(Images with keypoint coordinates)
-- -- --

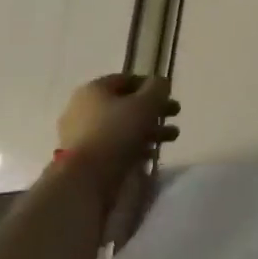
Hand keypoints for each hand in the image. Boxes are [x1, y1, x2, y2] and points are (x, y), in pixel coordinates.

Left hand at [56, 74, 178, 207]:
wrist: (85, 178)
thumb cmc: (116, 132)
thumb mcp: (145, 104)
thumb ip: (157, 89)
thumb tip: (161, 83)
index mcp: (94, 89)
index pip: (126, 80)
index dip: (150, 85)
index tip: (169, 95)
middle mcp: (83, 108)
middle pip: (125, 104)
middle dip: (153, 110)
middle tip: (175, 115)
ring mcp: (82, 135)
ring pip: (122, 127)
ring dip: (148, 130)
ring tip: (171, 138)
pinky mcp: (85, 158)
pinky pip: (114, 146)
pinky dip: (134, 148)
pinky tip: (151, 155)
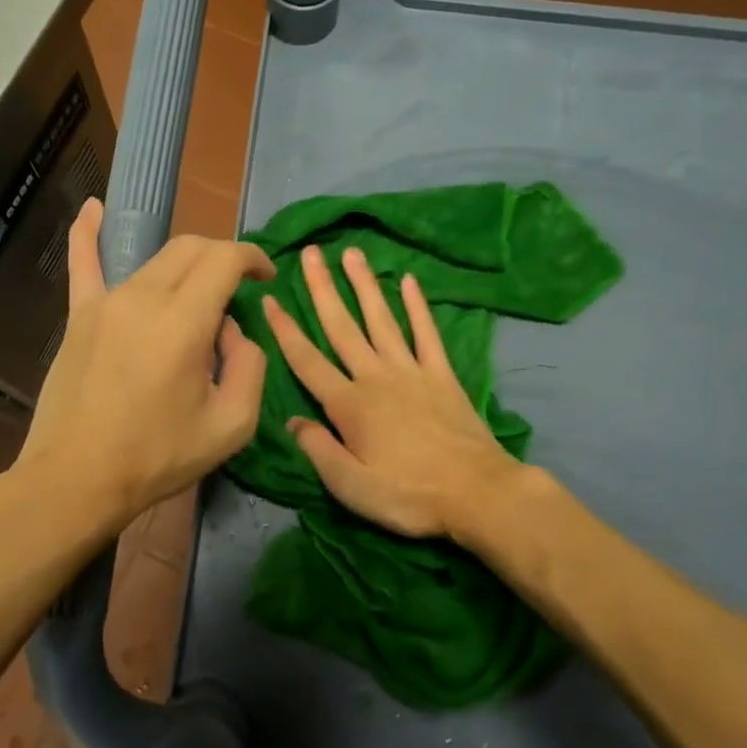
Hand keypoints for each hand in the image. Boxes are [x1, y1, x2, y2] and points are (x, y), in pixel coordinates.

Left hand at [15, 199, 275, 534]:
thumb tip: (235, 333)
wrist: (76, 478)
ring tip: (197, 300)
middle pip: (192, 249)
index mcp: (184, 321)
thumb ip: (250, 366)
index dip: (253, 259)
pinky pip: (84, 263)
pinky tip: (93, 207)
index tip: (265, 277)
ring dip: (185, 268)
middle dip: (222, 259)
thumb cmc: (157, 456)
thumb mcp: (231, 425)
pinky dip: (88, 232)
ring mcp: (106, 301)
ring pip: (155, 260)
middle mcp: (144, 296)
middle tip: (236, 290)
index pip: (225, 258)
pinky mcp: (79, 315)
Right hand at [263, 244, 524, 540]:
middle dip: (323, 289)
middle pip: (342, 327)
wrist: (477, 493)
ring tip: (352, 253)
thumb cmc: (407, 495)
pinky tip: (409, 281)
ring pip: (381, 319)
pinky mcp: (442, 375)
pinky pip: (426, 333)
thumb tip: (291, 421)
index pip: (307, 360)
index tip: (270, 298)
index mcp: (348, 404)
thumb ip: (318, 449)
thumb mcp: (350, 486)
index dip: (285, 330)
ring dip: (364, 285)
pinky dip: (417, 306)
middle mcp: (375, 377)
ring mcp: (411, 371)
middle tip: (311, 253)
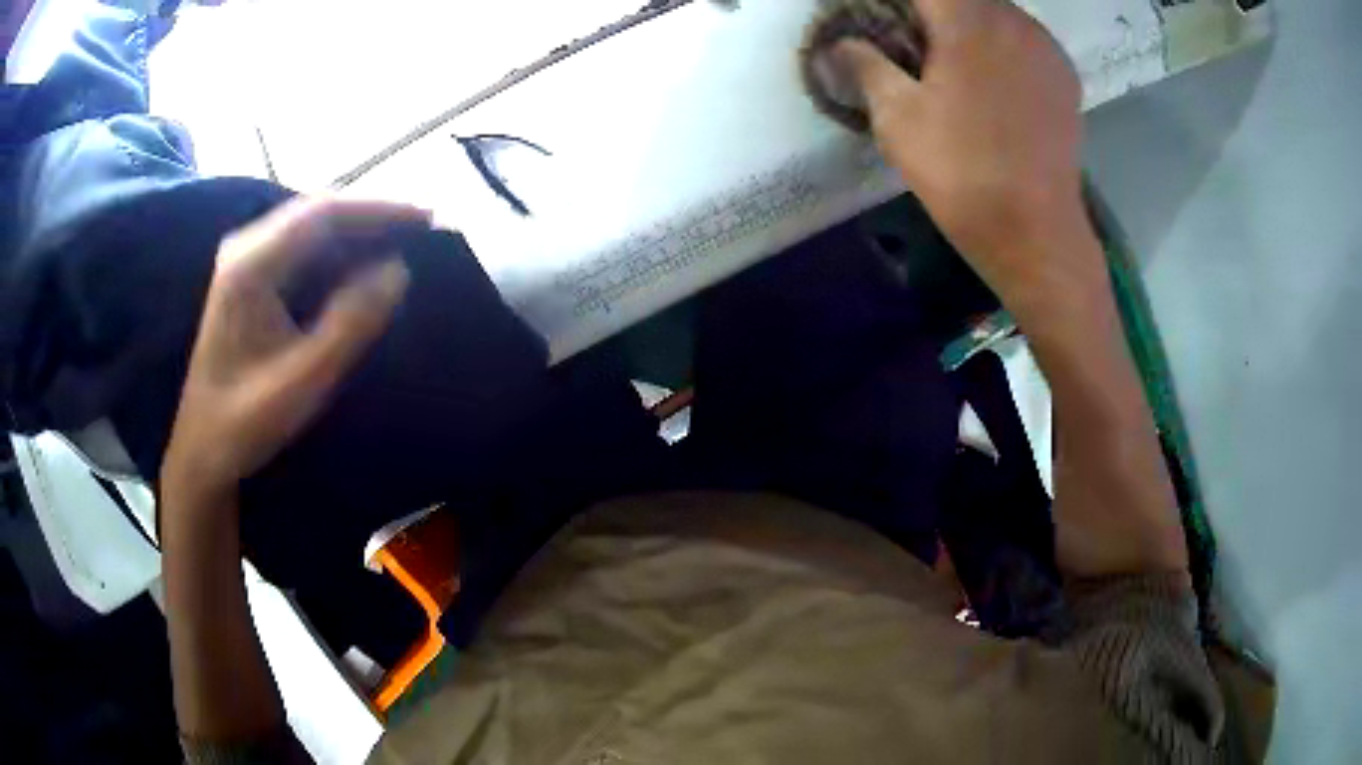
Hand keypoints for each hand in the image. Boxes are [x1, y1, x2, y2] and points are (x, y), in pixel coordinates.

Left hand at [160, 197, 425, 512]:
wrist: (203, 449)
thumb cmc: (245, 422)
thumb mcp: (302, 382)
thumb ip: (350, 324)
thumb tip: (399, 271)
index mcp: (251, 267)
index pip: (323, 214)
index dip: (379, 209)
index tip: (427, 218)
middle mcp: (246, 250)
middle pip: (318, 211)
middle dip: (373, 216)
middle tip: (424, 229)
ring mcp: (246, 261)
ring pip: (312, 227)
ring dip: (358, 232)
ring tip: (404, 242)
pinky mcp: (251, 278)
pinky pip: (303, 248)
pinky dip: (340, 250)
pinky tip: (363, 264)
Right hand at [831, 0, 1098, 311]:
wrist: (1036, 233)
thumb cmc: (961, 173)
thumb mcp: (896, 117)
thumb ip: (864, 64)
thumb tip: (838, 44)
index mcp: (966, 19)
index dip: (893, 2)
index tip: (879, 18)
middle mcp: (1012, 19)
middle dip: (930, 10)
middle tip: (908, 40)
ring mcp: (1045, 46)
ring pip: (995, 12)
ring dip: (966, 22)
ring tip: (947, 57)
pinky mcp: (1064, 76)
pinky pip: (1023, 38)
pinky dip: (999, 43)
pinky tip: (988, 77)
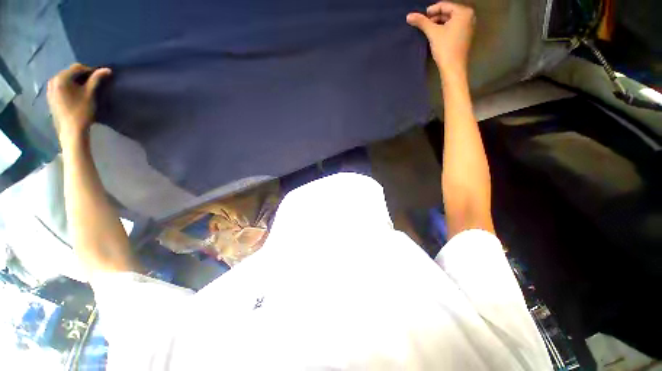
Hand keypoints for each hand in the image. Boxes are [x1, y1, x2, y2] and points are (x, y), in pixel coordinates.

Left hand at [47, 63, 110, 144]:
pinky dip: (69, 87)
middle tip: (92, 83)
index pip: (77, 67)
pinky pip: (60, 86)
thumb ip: (97, 80)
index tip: (99, 77)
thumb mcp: (90, 94)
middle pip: (69, 73)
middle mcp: (53, 80)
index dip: (90, 70)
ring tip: (84, 89)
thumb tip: (107, 69)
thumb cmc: (82, 111)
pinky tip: (76, 94)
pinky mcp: (51, 97)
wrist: (71, 130)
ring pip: (65, 79)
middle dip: (81, 76)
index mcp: (61, 78)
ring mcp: (50, 89)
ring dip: (75, 81)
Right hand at [407, 1, 474, 75]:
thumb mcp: (432, 33)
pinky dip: (444, 29)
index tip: (421, 18)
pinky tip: (436, 36)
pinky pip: (453, 27)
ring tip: (428, 31)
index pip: (444, 5)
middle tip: (424, 25)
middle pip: (448, 12)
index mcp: (463, 12)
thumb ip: (421, 22)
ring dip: (438, 24)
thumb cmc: (445, 48)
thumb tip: (409, 16)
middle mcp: (469, 16)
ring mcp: (468, 26)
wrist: (453, 68)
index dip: (431, 10)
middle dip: (435, 18)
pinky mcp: (465, 36)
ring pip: (450, 20)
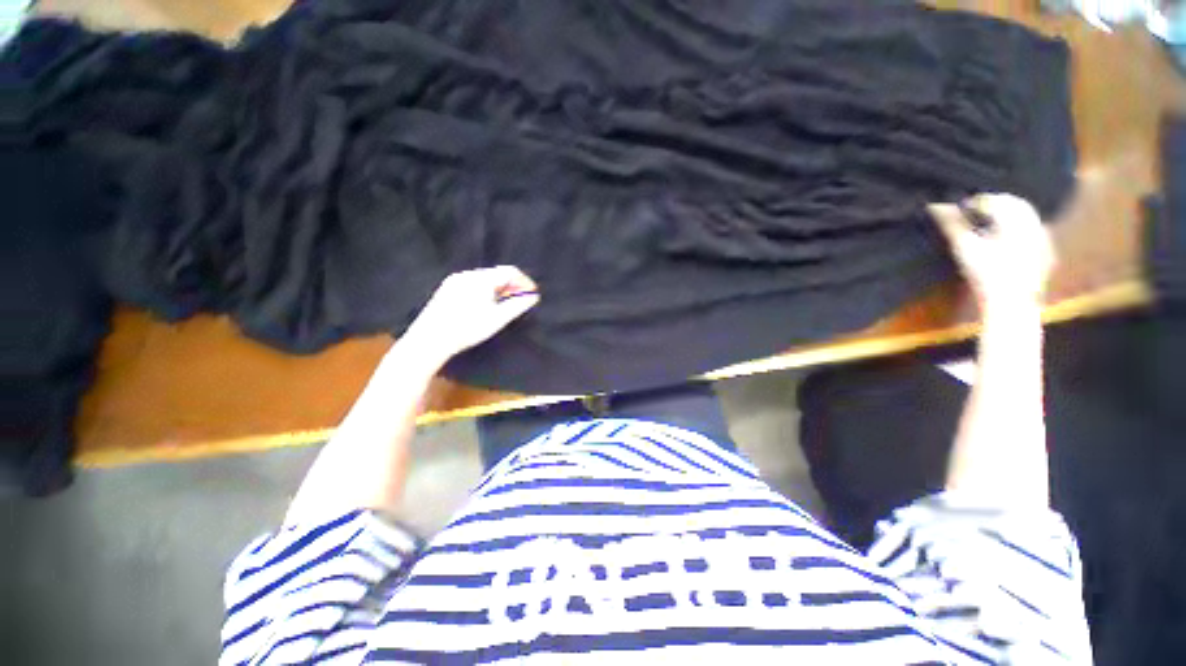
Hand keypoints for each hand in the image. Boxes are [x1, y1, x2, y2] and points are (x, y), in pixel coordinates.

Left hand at [402, 266, 539, 364]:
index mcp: (482, 279)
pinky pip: (473, 283)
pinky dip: (485, 290)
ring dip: (499, 287)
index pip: (510, 271)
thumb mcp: (497, 319)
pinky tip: (485, 304)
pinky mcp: (447, 288)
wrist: (430, 339)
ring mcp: (455, 280)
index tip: (532, 293)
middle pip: (497, 273)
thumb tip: (533, 297)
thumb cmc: (468, 329)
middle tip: (520, 299)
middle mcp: (468, 274)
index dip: (524, 281)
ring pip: (485, 278)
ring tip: (505, 303)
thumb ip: (517, 305)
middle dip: (512, 285)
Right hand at [927, 193, 1054, 311]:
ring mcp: (1044, 238)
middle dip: (995, 205)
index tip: (961, 208)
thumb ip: (952, 224)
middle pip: (1016, 204)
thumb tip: (936, 205)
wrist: (1011, 304)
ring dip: (1007, 216)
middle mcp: (1034, 223)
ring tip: (988, 225)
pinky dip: (1018, 230)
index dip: (977, 201)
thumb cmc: (985, 275)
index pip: (997, 199)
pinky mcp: (1046, 252)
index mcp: (1016, 219)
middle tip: (974, 213)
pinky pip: (1034, 232)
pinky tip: (1005, 241)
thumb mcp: (965, 249)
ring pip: (1026, 217)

-- -- --

■ Task instructions ■
From the records above, return each line where "Left" occurs.

■ Result of the exercise ■
Left hand at [56, 74, 178, 207]:
Left hand at [15, 199, 275, 534]:
Left hand at [160, 197, 425, 512]:
Left hand at [47, 63, 110, 144]:
Left hand at [402, 266, 539, 364]:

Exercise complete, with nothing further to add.